Our opinions expressed in paragraphs 3, 4, 5, 6 and 7 below are subject to the qualifications that we express no opinion as to the applicability of, compliance with or effect of: (i) any bankruptcy, insolvency, reorganization, preference, fraudulent conveyance, fraudulent transfer, moratorium or other similar laws relating to or affecting the rights and remedies of creditors generally (including, without limitation, Sections 547 and 548 of the United States Bankruptcy Code and Article 10 of the New York Debtor and Creditor Law); (ii) general principles of equity, whether considered in a proceeding in equity or at law (including the possible unavailability of specific performance or injunctive relief), concepts of materiality, reasonableness, good faith and fair dealing, and the discretion of the court before which a proceeding is brought; or (iii) public policy considerations that may limit the rights of parties to obtain certain remedies.

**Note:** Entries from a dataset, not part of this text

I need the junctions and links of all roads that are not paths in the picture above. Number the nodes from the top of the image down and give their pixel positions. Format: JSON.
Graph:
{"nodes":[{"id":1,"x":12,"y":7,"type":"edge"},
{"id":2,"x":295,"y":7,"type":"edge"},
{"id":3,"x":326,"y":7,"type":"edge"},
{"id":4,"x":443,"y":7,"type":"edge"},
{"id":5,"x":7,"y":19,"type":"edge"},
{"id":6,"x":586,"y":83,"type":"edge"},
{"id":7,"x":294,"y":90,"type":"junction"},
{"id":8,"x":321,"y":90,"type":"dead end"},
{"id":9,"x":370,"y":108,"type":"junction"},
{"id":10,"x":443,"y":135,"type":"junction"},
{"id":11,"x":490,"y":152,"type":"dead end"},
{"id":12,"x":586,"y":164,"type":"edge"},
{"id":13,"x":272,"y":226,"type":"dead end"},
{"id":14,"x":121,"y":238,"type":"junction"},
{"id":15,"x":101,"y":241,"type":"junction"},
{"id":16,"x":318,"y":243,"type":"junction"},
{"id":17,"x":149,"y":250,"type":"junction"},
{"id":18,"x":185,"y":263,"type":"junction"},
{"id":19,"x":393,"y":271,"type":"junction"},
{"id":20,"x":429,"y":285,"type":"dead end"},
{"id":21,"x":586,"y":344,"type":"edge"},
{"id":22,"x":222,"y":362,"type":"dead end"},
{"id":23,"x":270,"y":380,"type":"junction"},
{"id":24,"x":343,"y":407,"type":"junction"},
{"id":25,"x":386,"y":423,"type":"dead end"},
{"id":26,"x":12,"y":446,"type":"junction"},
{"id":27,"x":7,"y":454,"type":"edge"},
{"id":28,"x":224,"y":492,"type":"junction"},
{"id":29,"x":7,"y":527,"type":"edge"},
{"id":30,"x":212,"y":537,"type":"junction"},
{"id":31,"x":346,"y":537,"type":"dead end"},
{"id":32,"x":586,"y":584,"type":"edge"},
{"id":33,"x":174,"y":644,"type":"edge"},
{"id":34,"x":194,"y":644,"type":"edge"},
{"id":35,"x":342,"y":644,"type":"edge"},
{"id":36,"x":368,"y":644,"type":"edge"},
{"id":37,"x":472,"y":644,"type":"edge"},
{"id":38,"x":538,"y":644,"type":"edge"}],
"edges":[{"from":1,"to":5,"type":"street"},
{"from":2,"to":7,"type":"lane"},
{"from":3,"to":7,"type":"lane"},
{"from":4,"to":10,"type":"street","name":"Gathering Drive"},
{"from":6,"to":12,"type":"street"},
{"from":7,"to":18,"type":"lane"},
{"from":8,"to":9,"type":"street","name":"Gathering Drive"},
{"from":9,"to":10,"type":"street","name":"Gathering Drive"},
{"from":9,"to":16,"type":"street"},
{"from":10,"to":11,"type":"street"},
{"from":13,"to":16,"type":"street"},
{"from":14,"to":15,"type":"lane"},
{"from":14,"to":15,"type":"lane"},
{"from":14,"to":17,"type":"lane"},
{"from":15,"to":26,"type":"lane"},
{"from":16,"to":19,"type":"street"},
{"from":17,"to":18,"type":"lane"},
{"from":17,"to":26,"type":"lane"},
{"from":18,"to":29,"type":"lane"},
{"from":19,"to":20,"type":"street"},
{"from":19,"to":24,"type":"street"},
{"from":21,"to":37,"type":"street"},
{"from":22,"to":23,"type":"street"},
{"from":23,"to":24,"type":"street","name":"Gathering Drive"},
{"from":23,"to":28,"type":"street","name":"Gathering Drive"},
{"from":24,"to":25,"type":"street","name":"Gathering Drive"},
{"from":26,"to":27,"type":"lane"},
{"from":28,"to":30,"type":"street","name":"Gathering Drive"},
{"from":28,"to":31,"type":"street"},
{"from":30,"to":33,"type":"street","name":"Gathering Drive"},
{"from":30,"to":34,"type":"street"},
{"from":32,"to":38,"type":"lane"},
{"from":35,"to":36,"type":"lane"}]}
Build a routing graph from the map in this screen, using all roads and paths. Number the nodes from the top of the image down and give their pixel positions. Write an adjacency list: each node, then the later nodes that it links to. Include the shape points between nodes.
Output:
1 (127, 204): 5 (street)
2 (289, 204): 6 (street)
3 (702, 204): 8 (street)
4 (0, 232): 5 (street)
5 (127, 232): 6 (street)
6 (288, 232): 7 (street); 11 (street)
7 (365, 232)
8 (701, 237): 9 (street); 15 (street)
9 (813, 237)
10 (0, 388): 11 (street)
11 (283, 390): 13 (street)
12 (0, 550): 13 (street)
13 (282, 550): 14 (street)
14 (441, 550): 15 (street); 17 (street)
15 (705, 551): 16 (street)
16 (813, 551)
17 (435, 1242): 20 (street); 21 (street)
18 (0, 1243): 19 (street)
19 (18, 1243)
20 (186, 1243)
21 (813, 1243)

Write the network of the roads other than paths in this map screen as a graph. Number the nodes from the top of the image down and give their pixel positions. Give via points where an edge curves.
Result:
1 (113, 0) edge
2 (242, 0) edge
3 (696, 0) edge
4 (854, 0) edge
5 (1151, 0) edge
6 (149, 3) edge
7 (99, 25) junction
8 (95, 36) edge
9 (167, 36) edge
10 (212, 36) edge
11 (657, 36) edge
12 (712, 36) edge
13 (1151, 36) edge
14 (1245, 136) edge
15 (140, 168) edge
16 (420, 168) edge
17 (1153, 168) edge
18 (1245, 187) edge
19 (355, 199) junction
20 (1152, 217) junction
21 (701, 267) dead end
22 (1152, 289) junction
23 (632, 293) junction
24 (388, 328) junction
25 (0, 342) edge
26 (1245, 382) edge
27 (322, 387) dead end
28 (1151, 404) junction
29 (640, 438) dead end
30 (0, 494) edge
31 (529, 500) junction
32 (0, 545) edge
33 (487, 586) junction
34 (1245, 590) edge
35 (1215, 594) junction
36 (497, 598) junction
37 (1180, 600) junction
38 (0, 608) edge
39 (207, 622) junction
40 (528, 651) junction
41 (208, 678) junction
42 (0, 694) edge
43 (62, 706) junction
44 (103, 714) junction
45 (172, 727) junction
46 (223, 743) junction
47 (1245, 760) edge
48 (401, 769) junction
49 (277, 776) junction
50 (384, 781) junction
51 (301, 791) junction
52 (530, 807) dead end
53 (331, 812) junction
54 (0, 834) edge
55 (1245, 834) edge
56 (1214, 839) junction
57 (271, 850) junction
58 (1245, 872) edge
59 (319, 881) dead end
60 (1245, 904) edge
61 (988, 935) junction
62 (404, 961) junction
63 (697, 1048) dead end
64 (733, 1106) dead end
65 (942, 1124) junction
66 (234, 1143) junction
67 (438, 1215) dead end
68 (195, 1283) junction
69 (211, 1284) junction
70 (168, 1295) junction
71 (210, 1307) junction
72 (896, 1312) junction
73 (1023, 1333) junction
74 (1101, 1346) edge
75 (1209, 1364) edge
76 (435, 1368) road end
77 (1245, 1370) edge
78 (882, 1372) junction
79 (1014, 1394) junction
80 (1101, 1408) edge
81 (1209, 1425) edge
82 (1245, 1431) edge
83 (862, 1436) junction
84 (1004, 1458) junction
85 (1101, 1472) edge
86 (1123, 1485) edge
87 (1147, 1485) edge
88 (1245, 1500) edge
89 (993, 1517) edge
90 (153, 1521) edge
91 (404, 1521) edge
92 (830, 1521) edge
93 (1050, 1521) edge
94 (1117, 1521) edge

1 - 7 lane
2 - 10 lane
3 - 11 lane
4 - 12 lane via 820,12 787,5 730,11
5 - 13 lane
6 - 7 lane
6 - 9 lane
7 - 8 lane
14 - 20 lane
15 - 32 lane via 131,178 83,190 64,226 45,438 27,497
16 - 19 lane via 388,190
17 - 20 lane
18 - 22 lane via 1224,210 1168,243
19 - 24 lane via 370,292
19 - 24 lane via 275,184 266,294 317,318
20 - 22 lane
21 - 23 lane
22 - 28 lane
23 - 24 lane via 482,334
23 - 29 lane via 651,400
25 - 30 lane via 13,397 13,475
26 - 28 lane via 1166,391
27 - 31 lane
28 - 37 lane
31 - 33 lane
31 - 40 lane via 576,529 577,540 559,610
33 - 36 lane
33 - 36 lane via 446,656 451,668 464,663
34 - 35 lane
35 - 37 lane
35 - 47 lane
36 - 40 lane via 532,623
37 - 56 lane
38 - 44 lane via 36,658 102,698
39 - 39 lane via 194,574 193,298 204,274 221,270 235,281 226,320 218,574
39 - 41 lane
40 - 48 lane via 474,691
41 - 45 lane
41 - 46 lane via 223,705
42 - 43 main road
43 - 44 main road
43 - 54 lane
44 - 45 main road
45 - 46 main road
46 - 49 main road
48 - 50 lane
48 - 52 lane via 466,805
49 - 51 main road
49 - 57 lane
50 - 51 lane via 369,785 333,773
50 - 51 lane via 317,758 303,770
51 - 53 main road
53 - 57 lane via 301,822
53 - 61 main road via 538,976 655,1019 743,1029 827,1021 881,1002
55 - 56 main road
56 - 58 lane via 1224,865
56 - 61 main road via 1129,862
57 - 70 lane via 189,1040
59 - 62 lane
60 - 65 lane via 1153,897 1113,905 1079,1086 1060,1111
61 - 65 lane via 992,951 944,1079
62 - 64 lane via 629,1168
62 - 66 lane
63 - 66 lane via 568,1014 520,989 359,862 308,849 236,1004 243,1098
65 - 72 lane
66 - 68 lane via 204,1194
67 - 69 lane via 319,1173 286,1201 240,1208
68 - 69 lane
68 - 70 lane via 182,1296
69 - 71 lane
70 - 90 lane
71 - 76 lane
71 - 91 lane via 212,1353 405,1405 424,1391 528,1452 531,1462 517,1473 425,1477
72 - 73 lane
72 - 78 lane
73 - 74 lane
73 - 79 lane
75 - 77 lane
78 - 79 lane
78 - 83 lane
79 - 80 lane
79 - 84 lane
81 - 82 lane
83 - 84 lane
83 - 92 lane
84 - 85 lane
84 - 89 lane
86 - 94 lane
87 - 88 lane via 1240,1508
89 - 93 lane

We express no opinion as to (i) any provision providing for the indemnification of or contribution to a party with respect to a liability where such indemnification or contribution is contrary to public policy, (ii) consents to, or restrictions upon, governing law, jurisdiction, venue, arbitration, remedies or judicial relief, (iii) the securities or “Blue Sky” laws of any state to the offer or sale of the Securities and (iv) the antifraud provisions of the securities or other laws of any jurisdiction.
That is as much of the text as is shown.